Petition for Writ of Prohibition, In re

Decision Date01 September 1986
Docket NumberNo. 27,27
Citation312 Md. 280,539 A.2d 664
PartiesIn re PETITION FOR WRIT OF PROHIBITION and/or a Writ of Mandamus or Other Appropriate Relief. Misc
CourtMaryland Court of Appeals

Valerie V. Cloutier, Asst. Atty. Gen. (J. Joseph Curran, Jr., Atty. Gen., on the brief), Baltimore, for appellant.

George E. Burns, Jr., Asst. Public Defender (Alan H. Murrell, Public Defender, on the brief), Baltimore, for appellee.

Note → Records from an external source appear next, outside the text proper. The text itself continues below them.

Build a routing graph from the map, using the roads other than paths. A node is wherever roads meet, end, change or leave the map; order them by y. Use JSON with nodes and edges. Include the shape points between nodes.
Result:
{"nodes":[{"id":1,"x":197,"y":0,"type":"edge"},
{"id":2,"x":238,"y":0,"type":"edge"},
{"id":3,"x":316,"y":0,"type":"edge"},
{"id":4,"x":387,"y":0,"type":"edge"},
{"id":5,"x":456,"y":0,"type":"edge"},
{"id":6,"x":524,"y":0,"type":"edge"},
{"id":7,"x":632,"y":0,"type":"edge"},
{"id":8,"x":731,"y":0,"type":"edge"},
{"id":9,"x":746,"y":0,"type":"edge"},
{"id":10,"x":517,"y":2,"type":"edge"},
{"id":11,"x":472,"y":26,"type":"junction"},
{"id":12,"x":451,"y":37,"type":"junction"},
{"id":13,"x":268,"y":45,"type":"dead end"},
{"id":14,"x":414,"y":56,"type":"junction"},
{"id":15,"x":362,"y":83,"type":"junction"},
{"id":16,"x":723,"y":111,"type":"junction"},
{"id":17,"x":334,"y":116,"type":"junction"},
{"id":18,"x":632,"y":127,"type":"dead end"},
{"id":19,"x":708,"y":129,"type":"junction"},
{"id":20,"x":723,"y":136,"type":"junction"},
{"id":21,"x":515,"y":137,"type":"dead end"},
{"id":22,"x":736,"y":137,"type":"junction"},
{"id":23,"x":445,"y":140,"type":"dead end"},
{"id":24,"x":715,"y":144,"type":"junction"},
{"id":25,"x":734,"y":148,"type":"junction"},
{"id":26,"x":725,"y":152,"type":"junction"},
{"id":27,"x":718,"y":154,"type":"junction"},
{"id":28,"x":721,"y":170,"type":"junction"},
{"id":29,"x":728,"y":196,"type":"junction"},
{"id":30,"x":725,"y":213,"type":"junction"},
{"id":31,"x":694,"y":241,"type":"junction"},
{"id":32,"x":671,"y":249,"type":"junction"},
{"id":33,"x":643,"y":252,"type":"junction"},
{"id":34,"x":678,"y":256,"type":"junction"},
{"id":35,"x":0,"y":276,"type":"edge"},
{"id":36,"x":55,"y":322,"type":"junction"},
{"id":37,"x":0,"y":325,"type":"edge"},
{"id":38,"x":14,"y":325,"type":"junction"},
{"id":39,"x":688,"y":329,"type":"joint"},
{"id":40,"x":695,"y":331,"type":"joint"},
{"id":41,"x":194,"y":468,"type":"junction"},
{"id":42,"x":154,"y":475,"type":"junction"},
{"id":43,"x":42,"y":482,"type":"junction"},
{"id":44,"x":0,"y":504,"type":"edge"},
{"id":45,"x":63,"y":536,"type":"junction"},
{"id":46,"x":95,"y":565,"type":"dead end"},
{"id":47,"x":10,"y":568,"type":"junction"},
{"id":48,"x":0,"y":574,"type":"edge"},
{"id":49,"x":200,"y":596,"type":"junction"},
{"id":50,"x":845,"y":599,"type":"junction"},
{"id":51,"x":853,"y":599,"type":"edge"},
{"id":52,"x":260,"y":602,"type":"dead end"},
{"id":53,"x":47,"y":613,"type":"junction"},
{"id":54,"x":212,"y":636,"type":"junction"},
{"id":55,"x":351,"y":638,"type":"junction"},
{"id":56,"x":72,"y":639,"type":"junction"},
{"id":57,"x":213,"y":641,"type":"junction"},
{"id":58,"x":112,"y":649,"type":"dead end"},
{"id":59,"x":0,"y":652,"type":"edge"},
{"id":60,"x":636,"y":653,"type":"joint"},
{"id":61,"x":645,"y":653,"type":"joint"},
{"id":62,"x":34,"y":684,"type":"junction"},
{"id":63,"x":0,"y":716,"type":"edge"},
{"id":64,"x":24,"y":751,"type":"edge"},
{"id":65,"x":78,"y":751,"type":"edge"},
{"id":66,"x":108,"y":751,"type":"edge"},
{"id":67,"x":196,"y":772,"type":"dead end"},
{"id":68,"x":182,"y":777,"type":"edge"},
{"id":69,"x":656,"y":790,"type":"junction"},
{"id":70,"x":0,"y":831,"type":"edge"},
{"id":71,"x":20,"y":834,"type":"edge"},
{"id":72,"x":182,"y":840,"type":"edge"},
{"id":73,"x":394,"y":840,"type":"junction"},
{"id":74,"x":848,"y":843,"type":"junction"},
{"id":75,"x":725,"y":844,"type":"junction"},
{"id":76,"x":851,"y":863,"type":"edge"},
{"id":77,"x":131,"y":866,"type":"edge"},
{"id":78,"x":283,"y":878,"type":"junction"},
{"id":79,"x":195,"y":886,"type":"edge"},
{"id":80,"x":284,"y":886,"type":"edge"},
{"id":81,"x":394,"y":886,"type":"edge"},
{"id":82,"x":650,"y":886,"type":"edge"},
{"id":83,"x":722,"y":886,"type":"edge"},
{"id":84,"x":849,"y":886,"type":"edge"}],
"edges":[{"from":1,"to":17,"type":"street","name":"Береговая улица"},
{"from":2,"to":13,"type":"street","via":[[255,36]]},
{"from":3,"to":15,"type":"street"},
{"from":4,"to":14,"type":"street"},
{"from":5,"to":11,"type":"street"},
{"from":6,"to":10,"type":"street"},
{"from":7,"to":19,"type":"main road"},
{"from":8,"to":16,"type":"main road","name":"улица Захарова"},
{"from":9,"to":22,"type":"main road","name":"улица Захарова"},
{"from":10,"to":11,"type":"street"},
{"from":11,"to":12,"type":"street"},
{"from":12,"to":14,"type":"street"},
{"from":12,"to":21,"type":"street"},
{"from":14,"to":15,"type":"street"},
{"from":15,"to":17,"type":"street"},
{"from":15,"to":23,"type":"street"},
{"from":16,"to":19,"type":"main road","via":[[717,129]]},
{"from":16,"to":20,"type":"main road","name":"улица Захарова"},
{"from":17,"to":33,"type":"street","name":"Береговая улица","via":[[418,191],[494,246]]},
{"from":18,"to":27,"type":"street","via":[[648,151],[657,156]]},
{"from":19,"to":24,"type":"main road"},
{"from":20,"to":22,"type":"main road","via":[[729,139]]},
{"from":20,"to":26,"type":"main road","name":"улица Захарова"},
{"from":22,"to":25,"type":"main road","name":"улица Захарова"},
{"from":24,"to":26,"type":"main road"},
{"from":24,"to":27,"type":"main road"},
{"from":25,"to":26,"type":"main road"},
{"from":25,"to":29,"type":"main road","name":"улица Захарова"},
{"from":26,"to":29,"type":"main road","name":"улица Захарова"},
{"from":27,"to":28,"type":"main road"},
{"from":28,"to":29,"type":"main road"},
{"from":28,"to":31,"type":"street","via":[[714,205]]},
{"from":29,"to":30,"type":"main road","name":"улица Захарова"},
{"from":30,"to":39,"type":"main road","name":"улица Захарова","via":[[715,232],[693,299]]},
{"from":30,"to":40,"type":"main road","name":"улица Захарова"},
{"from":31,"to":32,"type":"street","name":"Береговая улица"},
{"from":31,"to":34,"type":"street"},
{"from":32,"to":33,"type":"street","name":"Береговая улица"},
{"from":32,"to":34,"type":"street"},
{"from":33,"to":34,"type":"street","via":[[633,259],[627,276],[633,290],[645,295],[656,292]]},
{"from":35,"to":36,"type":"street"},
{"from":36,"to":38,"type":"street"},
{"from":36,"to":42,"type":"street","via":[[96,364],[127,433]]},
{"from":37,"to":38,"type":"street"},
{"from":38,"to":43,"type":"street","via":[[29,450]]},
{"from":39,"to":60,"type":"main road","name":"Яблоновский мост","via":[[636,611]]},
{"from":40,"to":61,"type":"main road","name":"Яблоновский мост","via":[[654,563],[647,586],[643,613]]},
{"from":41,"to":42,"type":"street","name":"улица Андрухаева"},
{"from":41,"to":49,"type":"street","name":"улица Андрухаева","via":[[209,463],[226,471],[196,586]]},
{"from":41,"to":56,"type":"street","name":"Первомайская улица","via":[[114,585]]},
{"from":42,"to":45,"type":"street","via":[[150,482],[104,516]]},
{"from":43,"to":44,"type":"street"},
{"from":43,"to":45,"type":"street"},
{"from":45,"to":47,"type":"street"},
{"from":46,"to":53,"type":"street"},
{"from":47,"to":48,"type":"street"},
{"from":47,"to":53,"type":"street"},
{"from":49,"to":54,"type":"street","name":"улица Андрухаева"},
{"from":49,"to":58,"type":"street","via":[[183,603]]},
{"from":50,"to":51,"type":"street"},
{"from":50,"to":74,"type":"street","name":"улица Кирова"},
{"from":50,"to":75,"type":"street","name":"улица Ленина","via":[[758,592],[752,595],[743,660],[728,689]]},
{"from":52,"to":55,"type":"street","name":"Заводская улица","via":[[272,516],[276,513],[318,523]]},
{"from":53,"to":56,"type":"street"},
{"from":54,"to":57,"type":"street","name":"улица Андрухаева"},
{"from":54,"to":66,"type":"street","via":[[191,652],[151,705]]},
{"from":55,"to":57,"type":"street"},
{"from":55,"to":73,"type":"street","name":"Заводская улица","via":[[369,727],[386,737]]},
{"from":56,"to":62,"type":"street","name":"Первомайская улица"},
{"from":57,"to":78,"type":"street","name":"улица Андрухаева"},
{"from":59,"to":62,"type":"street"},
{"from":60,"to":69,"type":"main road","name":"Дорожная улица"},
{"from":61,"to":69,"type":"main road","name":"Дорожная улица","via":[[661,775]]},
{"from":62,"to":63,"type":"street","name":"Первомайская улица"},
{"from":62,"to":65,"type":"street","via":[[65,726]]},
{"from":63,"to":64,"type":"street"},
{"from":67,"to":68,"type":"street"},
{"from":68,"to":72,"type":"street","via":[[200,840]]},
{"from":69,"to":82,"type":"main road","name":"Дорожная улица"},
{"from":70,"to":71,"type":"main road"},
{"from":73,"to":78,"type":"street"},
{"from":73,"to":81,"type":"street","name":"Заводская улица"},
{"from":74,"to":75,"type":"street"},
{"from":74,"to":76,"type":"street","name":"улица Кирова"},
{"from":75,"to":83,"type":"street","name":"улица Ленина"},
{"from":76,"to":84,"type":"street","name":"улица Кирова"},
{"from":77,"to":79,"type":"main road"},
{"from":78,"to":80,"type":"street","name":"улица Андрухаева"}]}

Argued before MURPHY, C.J., ELDRIDGE, COLE, RODOWSKY, McAULIFFE and ADKINS, JJ., and JAMES F. COUCH, JR., Associate Judge of the Court of Appeals of Maryland (Retired), Specially Assigned.

ADKINS, Judge.

At issue here is this Court's power to issue one of the extraordinary writs--mandamus or prohibition--to a circuit court judge. The State asks us to issue one of the writs because the circuit court judge granted a jury-convicted defendant's motion for new trial, an action from which no appeal lies. Dean v. State, 302 Md. 493, 499-500, 489 A.2d 22, 25-26 (1985). If we can cross that threshold, a second question is whether a circuit court judge may grant a new trial in a criminal case, thereby setting aside the jury's verdict, because the judge does not credit the testimony of the chief prosecuting witness. And if we conclude that we have authority to issue one of the extraordinary writs, we also must decide whether this is a case in which an extraordinary writ should issue. To set the stage for our consideration of these matters, we recount the earlier proceedings in this case.

I. Background

On 19 and 20 May 1986 Paul Joseph Katz was tried by jury in the Circuit Court for Montgomery County (Miller, J., presiding) on charges of attempted robbery with a dangerous and deadly weapon, assault with intent to rob, and simple assault. At the close of the State's case, and at the close of all the evidence, Katz moved for a judgment of acquittal. Judge Miller denied the motions. The jury returned a verdict of guilty on all counts.

Katz moved for a new trial on five grounds. The first four grounds may be summarized as involving unfair surprise, newly discovered evidence, improper jury instructions, and jury misconduct. Katz also alleged that the jury verdict was "contrary to the evidence," and, in effect, that it was against the weight of the evidence. He based these allegations in large part on the State's failure to call Rodney Hall, the victim, as a witness.

On 28 July 1986 the new trial motion was considered. After arguments by counsel Judge Miller discussed Katz's first four grounds and found no error justifying the grant of a new trial. Neither counsel nor the judge specifically addressed the "contrary to the evidence" argument, but in granting the new trial motion, the judge went on to say,

The only question the Court has is whether or not the Court ought to exercise its discretion in granting a new trial, or whether the Court feels in any way that some injustice may have been done, and whether this is an appropriate case to exercise that discretion.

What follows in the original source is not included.